Executive Order 13978, signed Jan. 18 by former President Donald Trump, directed a task force to construct a statuary park populated with sculptures of important figures in American history. Trump enacted the order in response to calls to dismantle monuments and landmarks commemorating Americans who played major roles in the nation’s development.
Critics claimed that these monuments highlighted controversial personalities, such as certain Founding Fathers, with a record of wrongdoing that shouldn’t be celebrated.
“The National Garden is America’s answer to this reckless attempt to erase our heroes, values, and entire way of life,” the order read.

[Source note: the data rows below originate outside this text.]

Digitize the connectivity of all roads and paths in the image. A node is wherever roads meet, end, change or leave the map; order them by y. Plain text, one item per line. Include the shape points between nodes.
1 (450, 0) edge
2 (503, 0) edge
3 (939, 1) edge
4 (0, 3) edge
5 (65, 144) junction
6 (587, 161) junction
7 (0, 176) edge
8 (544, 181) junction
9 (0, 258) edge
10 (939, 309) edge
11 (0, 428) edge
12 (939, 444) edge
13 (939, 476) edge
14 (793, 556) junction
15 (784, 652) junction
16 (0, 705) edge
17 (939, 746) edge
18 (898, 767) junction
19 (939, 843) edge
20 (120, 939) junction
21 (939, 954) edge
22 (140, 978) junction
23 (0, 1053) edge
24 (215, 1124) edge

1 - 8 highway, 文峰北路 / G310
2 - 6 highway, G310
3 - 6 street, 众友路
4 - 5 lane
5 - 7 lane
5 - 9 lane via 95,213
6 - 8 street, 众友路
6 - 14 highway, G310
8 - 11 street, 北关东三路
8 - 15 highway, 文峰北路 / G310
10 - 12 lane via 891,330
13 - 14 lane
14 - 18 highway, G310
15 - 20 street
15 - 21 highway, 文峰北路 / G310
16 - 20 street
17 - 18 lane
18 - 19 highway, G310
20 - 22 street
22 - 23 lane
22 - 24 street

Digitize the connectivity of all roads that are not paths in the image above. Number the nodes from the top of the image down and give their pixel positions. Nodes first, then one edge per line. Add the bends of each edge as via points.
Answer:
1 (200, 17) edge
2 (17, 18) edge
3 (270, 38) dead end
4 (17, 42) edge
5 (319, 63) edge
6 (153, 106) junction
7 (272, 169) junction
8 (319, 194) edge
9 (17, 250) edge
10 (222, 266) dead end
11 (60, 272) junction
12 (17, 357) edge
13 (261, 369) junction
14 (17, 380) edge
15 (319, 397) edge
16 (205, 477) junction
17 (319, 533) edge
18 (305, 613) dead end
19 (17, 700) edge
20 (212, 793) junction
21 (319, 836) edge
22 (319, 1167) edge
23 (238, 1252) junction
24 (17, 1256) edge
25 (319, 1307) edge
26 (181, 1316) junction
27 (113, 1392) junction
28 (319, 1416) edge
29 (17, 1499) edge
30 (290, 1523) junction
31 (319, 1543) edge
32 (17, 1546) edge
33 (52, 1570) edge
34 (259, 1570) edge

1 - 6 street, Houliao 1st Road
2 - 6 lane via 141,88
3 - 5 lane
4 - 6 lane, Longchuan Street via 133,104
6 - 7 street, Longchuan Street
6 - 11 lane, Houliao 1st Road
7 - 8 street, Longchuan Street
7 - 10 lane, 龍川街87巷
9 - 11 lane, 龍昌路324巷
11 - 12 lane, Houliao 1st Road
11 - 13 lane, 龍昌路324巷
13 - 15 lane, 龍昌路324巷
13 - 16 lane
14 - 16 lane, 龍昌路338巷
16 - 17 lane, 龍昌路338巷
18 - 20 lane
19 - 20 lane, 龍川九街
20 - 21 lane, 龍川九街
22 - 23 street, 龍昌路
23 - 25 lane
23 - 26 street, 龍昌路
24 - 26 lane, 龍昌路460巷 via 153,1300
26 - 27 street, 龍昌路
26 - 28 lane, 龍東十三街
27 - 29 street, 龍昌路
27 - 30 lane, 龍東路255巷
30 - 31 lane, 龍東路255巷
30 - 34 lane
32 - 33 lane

“America is responding to the tragic toppling of monuments to our founding generation and the giants of our past by commencing a new national project for their restoration, veneration, and celebration,” it continued.
The National Garden was set to feature influential Americans including John Adams, Muhammad Ali, Andrew Carnegie, Frederick Douglass, Albert Einstein, Benjamin Franklin, Milton Friedman, Andrew Jackson, and Franklin D. Roosevelt, among many others, according to the order.
The qualifying criterion for selection was that the person had to be a “historically significant American,” which the order defined as someone who “made substantive contributions to America’s public life or otherwise had a substantive effect on America’s history.” The order asked the secretary of the interior to provide funding for the initiative.
The sitting president’s action to prevent a National Garden from being built is one of many reversals he has executed against his predecessor’s policies. Friday’s executive order revoked five other Trump orders as well.